|Modern Middle Manager
Primarily my musings on the practical application of technology and management principles at a financial services company.
Saturday, December 28, 2002 An AP article published on Christmas discusses how Microsoft's latest marketing strategy against Linux is changing to the concept of "business value." About time, I say. Let's examine the article's contents.
Companies including Sun Microsystems and IBM are rolling out products and creating business models based on Linux.
And Microsoft has seized on that development - and points out the technological expertise and labor needed to tailor Linux to companies' needs - in arguing that free isn't really free.
Linux can require costly technical staff, said Rob Enderle, an analyst with Giga Information Group.
``You lose the ability to buy something and plug it in,'' he said. ``It takes you more time to do it. If the (Linux expert) leaves, you could be left with something that's unsupportable.''
I have submitted quotes to reporters and seen things in print that never came out of my mouth. Nevertheless, either the reporter is incredibly biased for Microsoft or Mr. Enderle is a shill. Here's a newsflash for you, Rob -- technical personnel, be they Windows, Linux, Solaris, Cisco or IBM experts, are expensive! And if an IT person is just "plugging in" a Windows server they should be fired and replaced with someone who is competent. I admit that my perspective is from a small business of 100 users.
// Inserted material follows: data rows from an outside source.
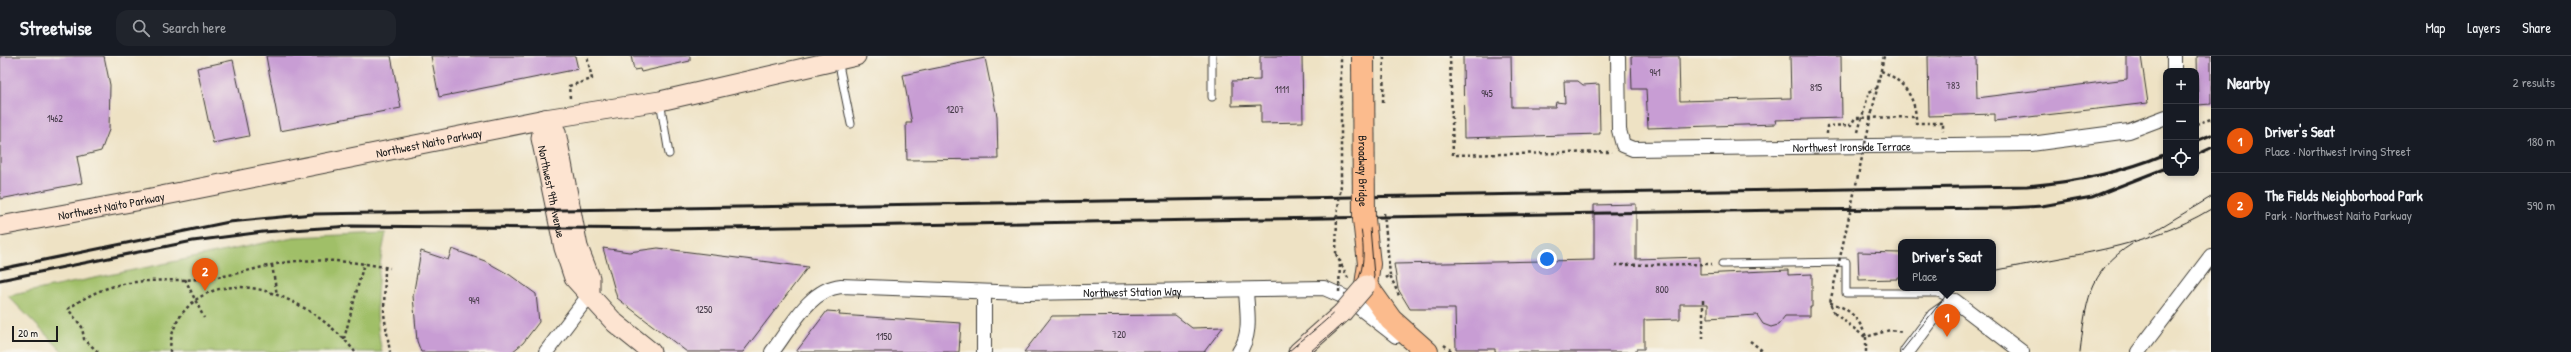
<!DOCTYPE html>
<html lang="en">
<head>
<meta charset="utf-8">
<style>
  :root { --surface:#171b24; --page:#20242c; --text:#f1f3f6; --muted:#9ea1a6; --line:#363941; --accent:#ea580c }
  body { margin:0; font-family:"Patrick Hand",sans-serif; background:var(--page); color:var(--text) }
  .controls { position:absolute; right:12px; top:12px; display:grid; overflow:hidden; border-radius:8px; box-shadow:0 2px 6px #0003 }
  .controls button { width:36px; height:36px; display:grid; place-items:center; padding:0; border:0; border-bottom:1px solid var(--line); background:var(--surface); color:var(--text); font:20px sans-serif }
  .scale { position:absolute; left:12px; bottom:10px; width:46px; box-sizing:border-box; padding-left:4px; border:2px solid #1c1c1c; border-top:0; font-size:11px; line-height:14px; white-space:nowrap; color:#1c1c1c; -webkit-text-stroke:3px #f7f3e8; paint-order:stroke }
  .you { position:absolute; left:1547px; top:203px; width:14px; height:14px; margin:-10px; border:3px solid #fff; border-radius:50%; background:#1a73e8; box-shadow:0 0 0 6px #1a73e833 }
  .badge { display:grid; place-items:center; width:26px; height:26px; border-radius:50%; background:var(--accent); color:#fff; font-size:13px; font-weight:700 }
  .pin { position:absolute; translate:-50% -33px; filter:drop-shadow(0 1px 2px #0008) }
  .pin::after { content:''; position:absolute; top:21px; width:14px; height:12px; background:inherit; clip-path:polygon(0 0,100% 0,50% 100%) }
  .popup { position:absolute; left:1898px; top:183px; width:98px; height:52px; box-sizing:border-box; display:grid; place-content:center; border-radius:8px; background:var(--surface); filter:drop-shadow(0 1px 3px #0005); font-size:13px; white-space:nowrap; color:var(--muted) }
  .popup b { font-size:15px; color:var(--text) }
  .popup::after { content:''; position:absolute; left:50%; top:100%; margin-left:-8px; border:8px solid transparent; border-top-color:var(--surface) }
  .list { margin:0; padding:0; list-style:none }
  h2 { display:flex; justify-content:space-between; align-items:center; height:52px; margin:0; padding:0 16px; font-size:17px }
  h2 small { font-size:13px; font-weight:400; color:var(--muted) }
  .list li { display:grid; grid-template-columns:26px 1fr auto; gap:12px; align-items:center; box-sizing:border-box; height:64px; padding:0 16px; border-top:1px solid var(--line) }
  .list b { display:block; font-size:15px; white-space:nowrap }
  .list p { margin:0; font-size:13px; white-space:nowrap; color:var(--muted) }
  .list em { font-size:13px; font-style:normal; color:var(--muted) }
  .icon { flex:none; width:22px; height:22px; fill:none; stroke:currentColor; stroke-width:2; stroke-linecap:round; stroke-linejoin:round }
  .map { position:relative; flex:none; width:2211px; height:296px; overflow:hidden }
  header { display:flex; align-items:center; gap:24px; box-sizing:border-box; height:56px; padding:0 20px; background:var(--surface); border-bottom:1px solid var(--line) }
  header strong { font-size:19px }
  nav { display:flex; gap:22px; margin-inline-start:auto; font-size:14px }
  .search { width:280px; height:36px; background:var(--page); display:flex; align-items:center; gap:10px; box-sizing:border-box; padding:0 14px; border-radius:12px; color:var(--muted); font-size:15px }
  main { display:flex }
  aside { flex:1; background:var(--surface) }
  .map>svg:first-child { display:block }
</style>
</head>
<body>
<header>
<strong>Streetwise</strong>
<div class="search"><svg class="icon" aria-label="search" viewBox="0 0 24 24"><circle cx="10" cy="10" r="6"/><path d="M15 15l6 6"/></svg>Search here</div>
<nav><a>Map</a><a>Layers</a><a>Share</a></nav>
</header>
<main>
<div class="map">
<svg width="2211" height="296" viewBox="0 0 2211 296">
  <rect width="100%" height="100%" fill="#f7f3e8"/>
  <filter id="ink" filterUnits="userSpaceOnUse"><feTurbulence type="fractalNoise" baseFrequency=".025" numOctaves="2"/><feDisplacementMap in="SourceGraphic" scale="8" xChannelSelector="R" yChannelSelector="G"/><feConvolveMatrix kernelMatrix="1 2 1 2 8 2 1 2 1" color-interpolation-filters="sRGB"/></filter>
  <filter id="wash" filterUnits="userSpaceOnUse"><feTurbulence type="fractalNoise" baseFrequency=".012" numOctaves="4" result="noise"/><feDisplacementMap in="SourceGraphic" scale="16" xChannelSelector="R" yChannelSelector="G"/><feGaussianBlur stdDeviation="0.9" result="paint"/><feColorMatrix in="noise" values="0 0 0 0 0 0 0 0 0 0 0 0 0 0 0 0 0 1.4 0 .05"/><feComposite in="paint" operator="in"/></filter>
  <g filter="url(#wash)">
    <rect width="100%" height="100%" fill="#eee2c4"/>
    <path fill="#a0bf67" stroke="#5e6e42" d="M386 177C377 218 373 255 382 296H63L8 240 293 181Z"/>
    <g id="blocks">
      <path fill="#c89dd4" d="M0 0H104L110 29 109 74 101 95 77 101 82 127 0 143Z
        M266 0H391L401 52 280 75Z
        M431 0H575L578 13 439 41Z
        M631 0H690V5L641 16 640 13 634 14Z
        M1260 0H1302L1303 66 1261 67V49L1232 50V25L1260 24Z
        M1463 0H1511L1512 51H1555L1556 46 1565 47 1564 25H1578L1583 29 1599 28 1600 78 1464 82Z
        M1631 0H1679L1680 45 1791 42 1790 0H1841L1842 62 1775 64 1776 68 1648 72 1646 33H1632Z
        M1928 0H1976L1977 42 2127 23V0H2141L2148 47 1995 65V58L1929 60Z
        M2197 0H2211V48L2198 49Z
        M985 2 997 60 998 103 907 104 906 67H912L903 19Z
        M233 4 249 80 213 87 197 12Z
        M1636 148V203L1700 201V218L1788 214V219L1812 218V251H1810V260H1785L1778 269 1771 271 1763 268 1757 259 1708 262V248H1680V263L1644 264V293H1636V296H1495V293H1456L1455 253H1410L1398 233 1394 208 1594 204V149Z
        M603 192 629 196 658 192 808 211 743 296H687L617 242Z
        M452 193 485 205 510 219 536 238 539 266 523 287 512 296H421L417 285 413 240 421 195 448 204Z
        M1858 196 1901 197V221H1897V223L1859 224Z
        M827 255 840 256 839 259 961 267 959 296H796Z
        M1175 259 1192 272 1223 271 1204 296H1024L1052 260Z"/>
    </g>
  </g>
  <g filter="url(#ink)">
    <use href="#blocks" fill-opacity="0" stroke="#3c3a35" stroke-width="1"/>
    <g fill="none" stroke-linecap="round" stroke-linejoin="round">
      <defs>
        <path id="lane" d="M1212 0V41
          M838 4 851 68
          M660 45 669 98
          M1722 208 1846 206V237H1938L1955 245"/>
        <g id="street">
          <path id="s1" d="M1618 0 1619 74 1623 89 1633 93 2031 88 2129 75 2166 61"/>
          <path d="M2174 15V0"/>
          <path d="M984 237V296"/>
          <path d="M546 296 590 238"/>
          <path id="s2" d="M772 296C790 273 809 233 841 230L1025 237 1324 232 1347 242 1396 280"/>
          <path d="M1239 296C1252 278 1247 256 1246 235"/>
          <path d="M1907 296 1934 260 1955 245 2022 296"/>
          <path d="M2138 296 2211 200"/>
        </g>
        <g id="secondary">
          <path id="s3" d="M545 63 541 82 564 192 574 222 615 267 651 296"/>
          <path d="M545 63 556 76 578 191 590 222V238"/>
          <path id="s4" d="M0 170 136 145 545 63 660 45 856 0"/>
          <path d="M1298 296 1342 257"/>
        </g>
        <path id="primary" d="M1364 163 1369 208 1366 229 1391 264 1427 296"/>
      </defs>
      <use href="#lane" stroke="#3c3a35" stroke-width="9"/>
      <use href="#street" stroke="#3c3a35" stroke-width="16"/>
      <use href="#secondary" stroke="#3c3a35" stroke-width="21"/>
      <use href="#primary" stroke="#3c3a35" stroke-width="24"/>
      <path stroke="#3c3a35" stroke-width="2.5" stroke-dasharray="3 3" stroke-linecap="butt" d="M1450 0 1453 99 1612 96
        M1881 15C1903 23 1917 43 1916 67H1943V75
        M570 42 569 30 592 23 587 0
        M1872 56 1884 0
        M2196 68 2211 63
        M1858 76 1869 36 1877 32
        M1827 78V70L1851 69 1855 62 1916 61
        M1336 198 1348 222
        M272 209 277 239
        M1615 209 1712 208
        M385 211 384 258 390 296
        M1386 222 1390 219 1400 242
        M185 223 204 262
        M1703 244V284
        M1830 247C1848 251 1860 263 1866 281
        M1834 257 1865 281
        M344 283 364 207
        M1750 285 1764 296
        M1444 289 1453 296
        M98 296 84 283 82 271 68 253C119 216 154 228 210 222 237 219 261 210 288 206 322 202 357 206 390 212
        M170 296C170 277 177 260 192 247 241 205 323 254 355 296
        M1866 296V281L1890 274 1903 276"/>
      <use href="#lane" stroke="#fff" stroke-width="7"/>
      <use href="#street" stroke="#fff" stroke-width="14"/>
      <use href="#secondary" stroke="#fde4d1" stroke-width="19"/>
      <use href="#primary" stroke="#fbbb8d" stroke-width="22"/>
      <path stroke="#1c1c1c" stroke-width="1" d="M2151 177 2211 141
        M1993 215C2066 199 2146 193 2211 153
        M1288 296C1308 278 1346 252 1357 227 1369 200 1360 177 1359 149 1357 100 1359 50 1360 0
        M1310 296C1333 275 1368 252 1374 220L1366 123V0
        M1901 296 1952 232
        M2080 296C2086 248 2087 216 2132 188"/>
      <path stroke="#1c1c1c" stroke-width="3" d="M2196 85 2211 79
        M2196 99 2211 92
        M0 213 229 166 313 158 2027 130C2075 126 2121 117 2166 98
        M0 224 193 185 263 176 351 170 670 173 1790 154 2008 152 2042 150 2092 141 2166 112"/>
      <defs>
        <path id="secondary-bridge" d="M1342 257 1366 229"/>
        <g id="primary-bridge">
          <path id="s5" d="M1363 0 1364 163"/>
        </g>
      </defs>
      <use href="#secondary-bridge" stroke="#3c3a35" stroke-width="21" stroke-linecap="butt"/>
      <use href="#primary-bridge" stroke="#3c3a35" stroke-width="24" stroke-linecap="butt"/>
      <path stroke="#3c3a35" stroke-width="2.5" stroke-dasharray="3 3" stroke-linecap="butt" d="M1383 46 1384 0
        M1384 157 1390 219
        M1336 198 1337 160 1341 129V0
        M1339 236 1340 204
        M1834 257 1830 247 1872 56"/>
      <use href="#secondary-bridge" stroke="#fde4d1" stroke-width="19"/>
      <use href="#primary-bridge" stroke="#fbbb8d" stroke-width="22"/>
    </g>
  </g>
  <g text-anchor="middle" dominant-baseline="central" stroke-width="3" stroke-linejoin="round" paint-order="stroke">
    <g font-size="10" fill="#473c4a">
      <text x="1655" y="16">941</text>
      <text x="1953" y="29">783</text>
      <text x="1816" y="31">815</text>
      <text x="1282" y="33">1111</text>
      <text x="1487" y="37">945</text>
      <text x="955" y="53">1207</text>
      <text x="55" y="62">1462</text>
      <text x="1662" y="233">800</text>
      <text x="474" y="244">949</text>
      <text x="704" y="253">1250</text>
      <text x="1119" y="278">720</text>
      <text x="884" y="280">1150</text>
    </g>
    <g font-size="12" fill="#1c1c1c" stroke="#f7f3e8">
      <text stroke="none"><textPath href="#s4" startOffset="437">Northwest Naito Parkway</textPath></text>
      <text stroke="none"><textPath href="#s1" startOffset="319">Northwest Ironside Terrace</textPath></text>
      <text stroke="none"><textPath href="#s5" startOffset="115">Broadway Bridge</textPath></text>
      <text stroke="none"><textPath href="#s3" startOffset="74">Northwest 9th Avenue</textPath></text>
      <text stroke="none"><textPath href="#s4" startOffset="113">Northwest Naito Parkway</textPath></text>
      <text stroke="none"><textPath href="#s2" startOffset="390">Northwest Station Way</textPath></text>
    </g>
  </g>
</svg>
<div class="controls">
<button>+</button>
<button>−</button>
<button><svg class="icon" aria-label="locate" viewBox="0 0 24 24"><circle cx="12" cy="12" r="6"/><path d="M12 2v4M12 18v4M2 12h4M18 12h4"/></svg></button>
</div>
<div class="scale">20 m</div>
<div class="you"></div>
<div class="pin badge" style="left:1947px;top:281px">1</div>
<div class="popup"><b>Driver's Seat</b>Place</div>
<div class="pin badge" style="left:205px;top:235px">2</div>
</div>
<aside>
<h2>Nearby<small>2 results</small></h2>
<ul class="list">
<li><span class="badge">1</span><div><b>Driver's Seat</b><p>Place · Northwest Irving Street</p></div><em>180 m</em></li>
<li><span class="badge">2</span><div><b>The Fields Neighborhood Park</b><p>Park · Northwest Naito Parkway</p></div><em>590 m</em></li>
</ul>
</aside>
</main>
</body>
</html>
I certainly expect that if I'm cross-training in my organization then enterprise IT departments are as well, which makes this line, um, unsupportable.
The company even commissioned a study, by International Data Corp., concluding that in network infrastructure, file serving, print serving and security workloads, Linux-based servers cost more to run than Microsoft Windows 2000 server software over a five-year period. The report cites the staffing costs as the biggest reason.
I've gone over this in previous posts. This IDC study was a crock and assumes two things that aren't true: 1) that the Windows OS won't be upgraded over that five-year period and 2) the licensing costs weren't adjusted upwards to be in line with Microsoft's Licensing 6.0. With the additional software expense and training costs for the Windows OS upgrade, I wouldn't hesitate to say Linux slaps Windows about the head and leaves it unconscious. Skepticism is reported by resellers, journalists, professionals and even IDC itself. Of course, the whole concept of TCO is put into place in this interview with one of the IDC study's authors.
``To make that argument it really needs to be made by practitioners, not by the vendor itself,'' the analyst said. ``To make it stick you really need company (information technology) managers to stand up.''
I had to search long and hard to find any articles that had positive feedback from IT professionals. Here's one that's rather tepid and expects Linux to be more cost-effective over the next five years. Hmm...why aren't there more? I look through the first 100 articles Google presented when searching for "IDC TCO linux microsoft".
At the end of the day the only "business value" I'm concerned with is for my own company. I'm agnostic in the OS wars, concerned only with what provides the best bang for the buck. Six years ago I led the charge to move away from Novell to Microsoft because they had something vital -- a platform to run the applications we needed to add value to our business. Today I believe that Linux occupies that same position. While I don't see Microsoft fading into obscurity like Novell, I do see a return to a heterogeneous network and "best of breed" for the foreseeable future.